I don’t want us to be on the outside of those rules having them written, possibly against us, and disadvantaging us, but I’m confident I can get changes to make our position better and then persuade you to stay in a reformed European Union. It’ll be your choice and one of the reasons I’m very passionate about giving people this choice is, I think right now people are very frustrated with Europe. There’s too much bureaucracy, too much regulation, too much cost, and people want change and the consent for staying in right now is pretty thin. And so I think you’ve got to make the changes, have the referendum and then you live by the result. It’ll be your decision.

Question

On the subject of referendums, would a yes vote for Scotland be really bad for the rest of the UK?

Prime Minister

I think it would. I mean, I’m passionate about our country, the United Kingdom. I think that this is – it’s really a unique partnership if you think about it. We go and watch the rugby and we cheer ourselves hoarse for England, Scotland, Wales or for Ireland, but actually, you know, we’re an amazing partnership, an extraordinary family. You think of the things we’ve achieved together. Whether it is, you know, beating the Nazis in the Second World War, inventing the NHS, all the things we’ve built together as this great partnership.

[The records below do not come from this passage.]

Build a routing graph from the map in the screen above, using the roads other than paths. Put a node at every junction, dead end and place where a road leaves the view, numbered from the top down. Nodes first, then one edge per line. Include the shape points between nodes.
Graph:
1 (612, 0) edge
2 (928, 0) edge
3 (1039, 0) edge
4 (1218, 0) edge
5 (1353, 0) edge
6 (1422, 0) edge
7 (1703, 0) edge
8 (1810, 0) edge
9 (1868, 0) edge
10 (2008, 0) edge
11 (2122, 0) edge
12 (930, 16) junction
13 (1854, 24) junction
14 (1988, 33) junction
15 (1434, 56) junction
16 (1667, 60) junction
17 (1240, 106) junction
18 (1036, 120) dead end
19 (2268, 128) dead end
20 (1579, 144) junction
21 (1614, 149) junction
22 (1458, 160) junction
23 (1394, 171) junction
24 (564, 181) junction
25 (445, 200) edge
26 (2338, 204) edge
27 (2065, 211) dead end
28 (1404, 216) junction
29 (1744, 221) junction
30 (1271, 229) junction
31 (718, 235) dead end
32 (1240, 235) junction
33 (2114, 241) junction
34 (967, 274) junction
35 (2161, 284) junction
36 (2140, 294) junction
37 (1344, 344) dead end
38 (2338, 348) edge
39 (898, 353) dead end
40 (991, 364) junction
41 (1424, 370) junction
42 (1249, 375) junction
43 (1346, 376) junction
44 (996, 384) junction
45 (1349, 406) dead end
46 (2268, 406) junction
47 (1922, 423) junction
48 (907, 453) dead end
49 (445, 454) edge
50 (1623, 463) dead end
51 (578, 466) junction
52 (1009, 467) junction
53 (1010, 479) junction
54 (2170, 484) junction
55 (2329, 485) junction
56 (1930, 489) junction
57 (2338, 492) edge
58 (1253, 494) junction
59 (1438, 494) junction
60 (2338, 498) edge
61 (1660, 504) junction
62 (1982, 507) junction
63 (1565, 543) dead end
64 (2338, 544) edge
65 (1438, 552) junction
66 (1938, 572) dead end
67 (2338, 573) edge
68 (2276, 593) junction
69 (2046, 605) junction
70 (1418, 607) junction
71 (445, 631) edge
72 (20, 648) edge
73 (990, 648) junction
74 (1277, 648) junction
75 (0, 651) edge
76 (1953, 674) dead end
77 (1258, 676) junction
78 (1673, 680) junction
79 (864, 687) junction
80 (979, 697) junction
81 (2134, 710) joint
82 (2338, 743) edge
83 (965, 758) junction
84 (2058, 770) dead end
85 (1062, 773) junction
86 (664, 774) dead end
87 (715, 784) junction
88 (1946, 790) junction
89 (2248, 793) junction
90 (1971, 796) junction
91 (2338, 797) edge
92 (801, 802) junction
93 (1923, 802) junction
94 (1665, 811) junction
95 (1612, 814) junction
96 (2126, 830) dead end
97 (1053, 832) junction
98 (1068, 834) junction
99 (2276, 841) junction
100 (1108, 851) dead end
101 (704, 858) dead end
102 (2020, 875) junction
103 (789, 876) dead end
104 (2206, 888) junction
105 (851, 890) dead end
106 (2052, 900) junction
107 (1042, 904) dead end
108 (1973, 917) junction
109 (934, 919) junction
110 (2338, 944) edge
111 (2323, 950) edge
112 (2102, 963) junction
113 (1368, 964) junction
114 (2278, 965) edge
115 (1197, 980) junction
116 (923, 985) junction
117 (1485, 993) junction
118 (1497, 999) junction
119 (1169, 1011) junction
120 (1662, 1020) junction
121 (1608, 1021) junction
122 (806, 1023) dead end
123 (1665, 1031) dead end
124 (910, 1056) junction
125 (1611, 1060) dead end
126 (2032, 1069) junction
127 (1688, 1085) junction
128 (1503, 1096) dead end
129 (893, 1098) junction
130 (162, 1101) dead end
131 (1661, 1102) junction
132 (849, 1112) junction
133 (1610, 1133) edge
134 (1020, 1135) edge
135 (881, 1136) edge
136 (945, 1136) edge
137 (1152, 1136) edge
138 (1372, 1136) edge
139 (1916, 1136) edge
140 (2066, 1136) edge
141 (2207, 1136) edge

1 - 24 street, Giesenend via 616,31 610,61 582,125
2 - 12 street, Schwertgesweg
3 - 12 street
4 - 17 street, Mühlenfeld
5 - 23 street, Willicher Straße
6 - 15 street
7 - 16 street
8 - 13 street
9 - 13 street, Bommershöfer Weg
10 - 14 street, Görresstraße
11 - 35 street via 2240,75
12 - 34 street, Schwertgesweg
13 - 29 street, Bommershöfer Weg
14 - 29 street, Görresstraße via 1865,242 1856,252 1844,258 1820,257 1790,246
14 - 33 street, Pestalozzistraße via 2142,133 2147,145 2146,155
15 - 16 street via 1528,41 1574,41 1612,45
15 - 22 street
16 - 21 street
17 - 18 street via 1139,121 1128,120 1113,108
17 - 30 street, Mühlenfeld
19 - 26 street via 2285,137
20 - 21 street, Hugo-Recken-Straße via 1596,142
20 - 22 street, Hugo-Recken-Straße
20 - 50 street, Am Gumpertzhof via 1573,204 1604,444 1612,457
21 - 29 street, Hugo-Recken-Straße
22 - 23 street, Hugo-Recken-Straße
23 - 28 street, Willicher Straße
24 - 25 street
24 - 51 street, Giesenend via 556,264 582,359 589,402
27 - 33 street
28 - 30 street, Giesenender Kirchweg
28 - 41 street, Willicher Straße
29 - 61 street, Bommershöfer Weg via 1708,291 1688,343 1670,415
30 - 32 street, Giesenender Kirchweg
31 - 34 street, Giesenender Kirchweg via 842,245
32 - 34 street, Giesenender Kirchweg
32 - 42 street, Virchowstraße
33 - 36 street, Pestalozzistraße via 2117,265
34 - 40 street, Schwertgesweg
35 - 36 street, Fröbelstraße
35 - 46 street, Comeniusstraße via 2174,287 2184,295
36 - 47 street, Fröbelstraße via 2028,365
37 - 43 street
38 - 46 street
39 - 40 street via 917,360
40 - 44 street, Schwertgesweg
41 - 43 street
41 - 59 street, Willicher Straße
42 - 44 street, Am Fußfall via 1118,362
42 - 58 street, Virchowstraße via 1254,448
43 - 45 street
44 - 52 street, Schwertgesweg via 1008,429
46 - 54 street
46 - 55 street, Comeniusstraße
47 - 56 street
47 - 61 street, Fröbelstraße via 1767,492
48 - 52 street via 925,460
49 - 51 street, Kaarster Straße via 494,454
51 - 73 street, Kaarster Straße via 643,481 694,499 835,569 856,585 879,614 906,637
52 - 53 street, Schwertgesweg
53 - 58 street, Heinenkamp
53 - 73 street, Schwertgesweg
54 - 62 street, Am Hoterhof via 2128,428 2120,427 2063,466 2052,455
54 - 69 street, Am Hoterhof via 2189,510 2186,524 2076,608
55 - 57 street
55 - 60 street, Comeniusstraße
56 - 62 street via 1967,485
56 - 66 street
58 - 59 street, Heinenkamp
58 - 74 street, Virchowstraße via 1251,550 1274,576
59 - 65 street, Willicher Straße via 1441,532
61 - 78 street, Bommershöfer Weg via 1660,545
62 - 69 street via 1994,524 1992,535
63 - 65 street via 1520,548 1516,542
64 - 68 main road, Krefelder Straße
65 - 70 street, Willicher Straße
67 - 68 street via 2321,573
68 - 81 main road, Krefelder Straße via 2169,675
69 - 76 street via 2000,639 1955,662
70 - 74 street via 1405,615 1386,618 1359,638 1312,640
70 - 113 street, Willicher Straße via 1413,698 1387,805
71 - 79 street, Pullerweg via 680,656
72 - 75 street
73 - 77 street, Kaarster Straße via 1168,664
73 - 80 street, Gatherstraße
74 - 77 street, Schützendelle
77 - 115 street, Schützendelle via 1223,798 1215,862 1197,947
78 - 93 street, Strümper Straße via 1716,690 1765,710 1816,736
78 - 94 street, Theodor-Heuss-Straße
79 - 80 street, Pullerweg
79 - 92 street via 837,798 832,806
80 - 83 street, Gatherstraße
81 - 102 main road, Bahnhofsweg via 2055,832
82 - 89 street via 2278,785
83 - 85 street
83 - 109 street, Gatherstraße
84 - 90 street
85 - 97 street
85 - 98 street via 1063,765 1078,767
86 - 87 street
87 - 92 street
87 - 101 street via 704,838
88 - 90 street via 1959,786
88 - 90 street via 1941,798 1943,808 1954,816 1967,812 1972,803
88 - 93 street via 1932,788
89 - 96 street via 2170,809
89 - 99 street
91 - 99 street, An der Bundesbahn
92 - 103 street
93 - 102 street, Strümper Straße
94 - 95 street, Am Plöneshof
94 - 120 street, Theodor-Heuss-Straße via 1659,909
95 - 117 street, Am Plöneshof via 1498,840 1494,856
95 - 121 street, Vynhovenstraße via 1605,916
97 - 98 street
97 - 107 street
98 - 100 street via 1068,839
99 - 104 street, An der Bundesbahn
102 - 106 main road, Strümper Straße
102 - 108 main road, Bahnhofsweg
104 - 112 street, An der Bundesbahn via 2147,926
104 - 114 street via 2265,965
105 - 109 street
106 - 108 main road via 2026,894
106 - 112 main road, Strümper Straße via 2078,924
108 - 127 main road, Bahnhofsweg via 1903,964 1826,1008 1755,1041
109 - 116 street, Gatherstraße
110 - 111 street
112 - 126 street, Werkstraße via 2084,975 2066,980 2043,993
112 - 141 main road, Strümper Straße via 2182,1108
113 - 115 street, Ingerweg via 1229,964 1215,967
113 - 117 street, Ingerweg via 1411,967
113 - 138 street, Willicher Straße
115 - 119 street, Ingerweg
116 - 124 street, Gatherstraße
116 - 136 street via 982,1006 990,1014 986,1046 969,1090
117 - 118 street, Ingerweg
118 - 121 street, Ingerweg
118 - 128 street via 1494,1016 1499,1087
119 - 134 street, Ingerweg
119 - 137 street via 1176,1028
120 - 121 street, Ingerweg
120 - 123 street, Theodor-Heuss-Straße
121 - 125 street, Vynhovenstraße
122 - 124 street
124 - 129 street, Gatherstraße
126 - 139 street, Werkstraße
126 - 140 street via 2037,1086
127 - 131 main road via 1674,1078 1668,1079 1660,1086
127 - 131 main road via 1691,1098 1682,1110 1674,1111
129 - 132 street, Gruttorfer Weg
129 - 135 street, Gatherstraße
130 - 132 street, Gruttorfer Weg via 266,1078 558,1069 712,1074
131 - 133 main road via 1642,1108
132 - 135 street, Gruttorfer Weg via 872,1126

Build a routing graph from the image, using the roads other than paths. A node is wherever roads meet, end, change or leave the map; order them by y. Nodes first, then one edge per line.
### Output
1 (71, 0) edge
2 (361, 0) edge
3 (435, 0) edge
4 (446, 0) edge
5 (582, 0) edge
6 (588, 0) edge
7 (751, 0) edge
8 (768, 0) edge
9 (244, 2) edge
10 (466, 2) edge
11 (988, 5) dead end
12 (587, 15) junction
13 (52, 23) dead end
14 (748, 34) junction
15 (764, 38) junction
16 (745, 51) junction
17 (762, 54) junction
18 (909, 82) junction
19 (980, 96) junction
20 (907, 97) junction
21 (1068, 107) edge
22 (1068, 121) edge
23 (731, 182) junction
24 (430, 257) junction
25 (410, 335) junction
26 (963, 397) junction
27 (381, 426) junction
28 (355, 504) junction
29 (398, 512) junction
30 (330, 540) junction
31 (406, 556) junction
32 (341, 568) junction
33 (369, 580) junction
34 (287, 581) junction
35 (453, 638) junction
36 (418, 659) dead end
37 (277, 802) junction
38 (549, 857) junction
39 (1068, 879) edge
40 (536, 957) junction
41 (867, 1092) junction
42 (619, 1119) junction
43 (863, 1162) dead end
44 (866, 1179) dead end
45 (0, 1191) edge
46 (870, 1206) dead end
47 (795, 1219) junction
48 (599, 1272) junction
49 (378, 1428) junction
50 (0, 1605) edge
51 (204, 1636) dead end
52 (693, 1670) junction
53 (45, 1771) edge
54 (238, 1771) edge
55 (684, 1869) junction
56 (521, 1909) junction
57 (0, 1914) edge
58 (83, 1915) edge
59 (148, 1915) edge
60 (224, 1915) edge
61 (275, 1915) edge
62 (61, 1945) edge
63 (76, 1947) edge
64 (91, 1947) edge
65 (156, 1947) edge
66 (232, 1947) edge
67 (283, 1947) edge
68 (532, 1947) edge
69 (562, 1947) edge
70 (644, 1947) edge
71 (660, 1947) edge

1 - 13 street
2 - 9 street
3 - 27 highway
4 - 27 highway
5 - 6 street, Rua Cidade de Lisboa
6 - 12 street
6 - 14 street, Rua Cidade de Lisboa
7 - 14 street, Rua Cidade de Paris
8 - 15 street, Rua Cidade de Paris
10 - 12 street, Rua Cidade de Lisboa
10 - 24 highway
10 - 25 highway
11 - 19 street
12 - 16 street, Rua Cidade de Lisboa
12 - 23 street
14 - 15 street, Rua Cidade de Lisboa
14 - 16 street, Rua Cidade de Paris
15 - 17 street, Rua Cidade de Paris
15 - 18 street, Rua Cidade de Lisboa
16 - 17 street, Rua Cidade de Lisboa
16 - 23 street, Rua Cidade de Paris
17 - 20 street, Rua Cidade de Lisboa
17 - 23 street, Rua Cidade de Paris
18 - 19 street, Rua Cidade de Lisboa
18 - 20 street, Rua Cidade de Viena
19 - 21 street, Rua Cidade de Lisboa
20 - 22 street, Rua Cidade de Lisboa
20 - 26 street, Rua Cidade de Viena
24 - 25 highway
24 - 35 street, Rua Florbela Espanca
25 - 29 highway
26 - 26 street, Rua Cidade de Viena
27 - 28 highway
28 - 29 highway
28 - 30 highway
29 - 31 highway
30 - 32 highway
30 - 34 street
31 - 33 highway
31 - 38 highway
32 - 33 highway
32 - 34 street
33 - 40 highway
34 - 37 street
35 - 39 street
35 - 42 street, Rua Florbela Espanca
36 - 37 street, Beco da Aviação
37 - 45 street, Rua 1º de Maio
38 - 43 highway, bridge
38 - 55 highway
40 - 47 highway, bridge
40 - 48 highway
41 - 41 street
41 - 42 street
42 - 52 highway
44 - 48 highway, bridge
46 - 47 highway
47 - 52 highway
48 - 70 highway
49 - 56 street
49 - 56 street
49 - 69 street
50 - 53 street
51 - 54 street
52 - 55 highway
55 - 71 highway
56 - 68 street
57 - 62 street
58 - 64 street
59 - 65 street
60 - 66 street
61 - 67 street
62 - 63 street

And in the end it’s the Scottish people who will decide, it’s their vote, their decision, but I want them to vote knowing that I think the rest of the United Kingdom, the English, the Welsh, the Northern Irish, are really saying, some quite passionately, ‘We want you to stay. It’s your decision, you can decide to leave this United Kingdom, but actually we think, not just you’re better off in, but we think we’re better off, all of us, with you in.’ Because we’ve achieved these things together and I think in this modern world, having the different strengths of Scotland, Wales, Northern Ireland, England together, actually we bring a lot of things, each of us, to this remarkable family. So I think we would be worse off but I think it was right to give them the choice.

I was the prime minister who had, in Scotland, a Scottish National Party government that wanted to hold some sort of referendum. I had a choice, I could either say, ‘No, no, you can’t, it wouldn’t be legal, it wouldn’t be right.’ I could have had that fight but I think that would have been a terrible fight to have. I think it would have built up Scottish resentment and they would have said, ‘We’re not allowed to make our choice.’ So instead I said, ‘If you want a referendum, let’s have one that is decisive, that is fair and that is legal.’ So we have this one-question referendum in September; we’re trusting in their judgement; they are the ones who get to make the choice. But I profoundly hope and I believe they’ll vote to stay in this remarkable family of nations. We’ve an amazing history but, I think, an even stronger future. So if anyone who’s got friends in Scotland who are voting or relations or colleagues, partners, at work, get on the phone and tell them how much we love them and how much we want them to stay. That, I think, is the answer.

Thank you very much, it’s been really lovely coming, you’ve been a great audience and great questions. Thank you very much indeed.